Though she was very well fed, Mama Cat was a skilled and determined hunter. One day, I found this dead vole near the garage. Killed, not eaten. (There’s that contradiction of domesticated predator again!) I didn’t know what this little animal was until several people identified it via Facebook. It was somewhere between a large mouse and a small mole. (Thus vole, I guess?:-) Then, a week or so later, Mama Cat came prancing out of the tall, overgrown, thistle-infested part of the pasture with a bright yellow goldfinch in her mouth. Finches thrive on thistle seed, their light little bodies sitting atop the opened head of seed, nipping away. That was it for Mama Cat. I won’t watch that more than once. I took her to the Janesville Humane Society the next day and paid the fee to “surrender” her. (Someone did adopt her. After she had been spayed. I checked back later.)

Vole

So now I have Scootch, the apparent stray or otherwise abandoned cutie, and 4 newly weaned, approximately 5-6 month old kittens. Scootch had begun to play and bond with the kittens, even more so without mean Mama Cat around. He had begun to let me pet him and even pick him up and hold him for a while. The 4 kittens remained unapproachable. Meanwhile, I had read that cats can begin breeding as young as 5 months, my youngest daughter (I love you, Ally.) had named the 4 kittens (and approved of my name for Scootch), so I was responsible for caring or finding homes for them all. I found a very nice lady, via an “Unwanted Farm Animals” group on the dreaded Facebook, who was happy to take 2-4 kittens in, care for them, tame them, and find new homes for them.

Scootch was the keeper. No doubt. But I didn’t want him to be alone, so I decided to keep one of the kittens so Scootch had some feline company. Since the kittens were basically feral, I had to trap them in a live (humane) trap and a cat carrier, inducing their entry into the devices with fresh canned cat food. I successfully captured 3 of the 4 kittens and kept the 4th (Nico, pretty black and white, short hair) as a companion for Scootch.

With the cat population now narrowed down to a more acceptable number, I was finally able to capture Nico in the cat carrier and take them both to be “fixed.” After that process, I learned there were both female. After coming back from the vet. Scootch and Nico were nearly inseparable.
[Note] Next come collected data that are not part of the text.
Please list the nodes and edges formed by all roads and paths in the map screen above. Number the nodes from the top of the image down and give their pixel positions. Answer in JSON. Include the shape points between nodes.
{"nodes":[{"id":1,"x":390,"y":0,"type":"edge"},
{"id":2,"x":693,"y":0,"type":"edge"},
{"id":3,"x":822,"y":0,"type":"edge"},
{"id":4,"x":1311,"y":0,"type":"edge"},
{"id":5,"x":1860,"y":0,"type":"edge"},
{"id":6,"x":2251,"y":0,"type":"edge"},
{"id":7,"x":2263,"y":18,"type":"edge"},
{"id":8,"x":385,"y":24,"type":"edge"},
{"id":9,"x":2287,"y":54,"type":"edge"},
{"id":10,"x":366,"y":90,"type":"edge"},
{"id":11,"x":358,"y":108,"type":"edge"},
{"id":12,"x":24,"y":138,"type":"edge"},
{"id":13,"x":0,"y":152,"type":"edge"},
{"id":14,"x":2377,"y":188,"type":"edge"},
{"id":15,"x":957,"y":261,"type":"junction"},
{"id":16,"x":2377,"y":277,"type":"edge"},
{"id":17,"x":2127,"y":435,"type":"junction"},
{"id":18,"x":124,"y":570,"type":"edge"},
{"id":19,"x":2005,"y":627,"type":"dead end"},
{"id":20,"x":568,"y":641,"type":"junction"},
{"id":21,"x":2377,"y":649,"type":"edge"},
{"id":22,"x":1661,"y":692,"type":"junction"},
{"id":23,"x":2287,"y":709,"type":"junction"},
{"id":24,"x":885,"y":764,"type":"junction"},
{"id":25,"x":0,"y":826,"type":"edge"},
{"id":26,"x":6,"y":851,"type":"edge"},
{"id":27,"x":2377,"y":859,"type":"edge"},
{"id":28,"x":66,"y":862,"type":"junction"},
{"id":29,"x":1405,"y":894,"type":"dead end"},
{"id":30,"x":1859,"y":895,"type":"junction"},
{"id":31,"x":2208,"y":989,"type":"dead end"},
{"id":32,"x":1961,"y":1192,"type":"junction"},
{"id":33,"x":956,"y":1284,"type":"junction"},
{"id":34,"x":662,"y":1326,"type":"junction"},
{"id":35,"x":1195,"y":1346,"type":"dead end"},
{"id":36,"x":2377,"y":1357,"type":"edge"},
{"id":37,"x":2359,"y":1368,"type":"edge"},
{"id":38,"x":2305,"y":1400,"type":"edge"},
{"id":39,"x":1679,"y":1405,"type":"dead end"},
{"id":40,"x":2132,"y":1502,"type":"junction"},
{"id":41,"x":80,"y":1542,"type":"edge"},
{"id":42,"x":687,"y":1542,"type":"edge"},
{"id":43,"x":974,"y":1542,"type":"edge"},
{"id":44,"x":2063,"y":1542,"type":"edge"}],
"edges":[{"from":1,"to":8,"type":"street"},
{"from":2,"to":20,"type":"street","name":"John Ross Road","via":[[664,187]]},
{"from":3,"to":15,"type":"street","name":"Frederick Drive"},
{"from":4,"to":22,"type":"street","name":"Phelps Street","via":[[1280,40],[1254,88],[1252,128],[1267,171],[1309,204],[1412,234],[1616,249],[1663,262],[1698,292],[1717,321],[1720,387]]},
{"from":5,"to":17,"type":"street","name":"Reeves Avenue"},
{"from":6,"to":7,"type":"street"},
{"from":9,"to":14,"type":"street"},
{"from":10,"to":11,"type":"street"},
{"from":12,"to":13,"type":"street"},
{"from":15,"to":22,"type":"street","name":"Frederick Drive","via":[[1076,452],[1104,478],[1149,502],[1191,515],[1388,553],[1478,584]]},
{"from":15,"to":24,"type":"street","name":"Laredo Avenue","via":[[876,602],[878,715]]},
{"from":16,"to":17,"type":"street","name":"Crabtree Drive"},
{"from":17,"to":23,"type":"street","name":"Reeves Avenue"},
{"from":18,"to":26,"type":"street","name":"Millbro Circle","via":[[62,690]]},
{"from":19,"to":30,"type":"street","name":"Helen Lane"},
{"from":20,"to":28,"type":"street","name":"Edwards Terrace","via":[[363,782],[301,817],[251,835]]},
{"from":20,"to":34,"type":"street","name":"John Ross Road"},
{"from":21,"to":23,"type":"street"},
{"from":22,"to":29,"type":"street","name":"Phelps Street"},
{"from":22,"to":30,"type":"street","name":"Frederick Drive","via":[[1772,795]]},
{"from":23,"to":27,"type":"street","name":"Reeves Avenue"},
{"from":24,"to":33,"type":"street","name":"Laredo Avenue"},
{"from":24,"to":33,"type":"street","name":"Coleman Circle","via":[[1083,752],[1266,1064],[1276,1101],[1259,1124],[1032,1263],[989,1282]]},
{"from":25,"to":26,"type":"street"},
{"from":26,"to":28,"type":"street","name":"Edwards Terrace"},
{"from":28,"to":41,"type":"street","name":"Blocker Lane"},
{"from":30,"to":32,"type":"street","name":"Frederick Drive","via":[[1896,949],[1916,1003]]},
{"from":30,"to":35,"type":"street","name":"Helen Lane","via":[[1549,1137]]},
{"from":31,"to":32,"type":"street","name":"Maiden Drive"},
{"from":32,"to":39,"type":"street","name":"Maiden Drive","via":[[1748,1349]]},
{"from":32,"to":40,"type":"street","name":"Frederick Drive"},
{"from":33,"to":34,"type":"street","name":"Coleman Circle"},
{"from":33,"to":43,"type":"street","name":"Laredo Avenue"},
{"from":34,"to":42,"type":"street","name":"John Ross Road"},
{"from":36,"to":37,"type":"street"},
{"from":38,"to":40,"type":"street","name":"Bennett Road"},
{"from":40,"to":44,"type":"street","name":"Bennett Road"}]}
I say nearly because Nico followed Scootch everywhere, but Scootch would often be impatient with Nico rubbing up against constantly, got closer and closer to me when I was working outside daily, and had begun to follow me into the house regularly. Nico would never follow Scootch into the house, even when I left the door open encouraging her to do so. She would invariably stop at the door, even after I had started to leave the sun porch door for both of them to come in.

Scootch wanted to come into the house every time I came in. Scootch was ready to be a house cat. Nico wasn’t.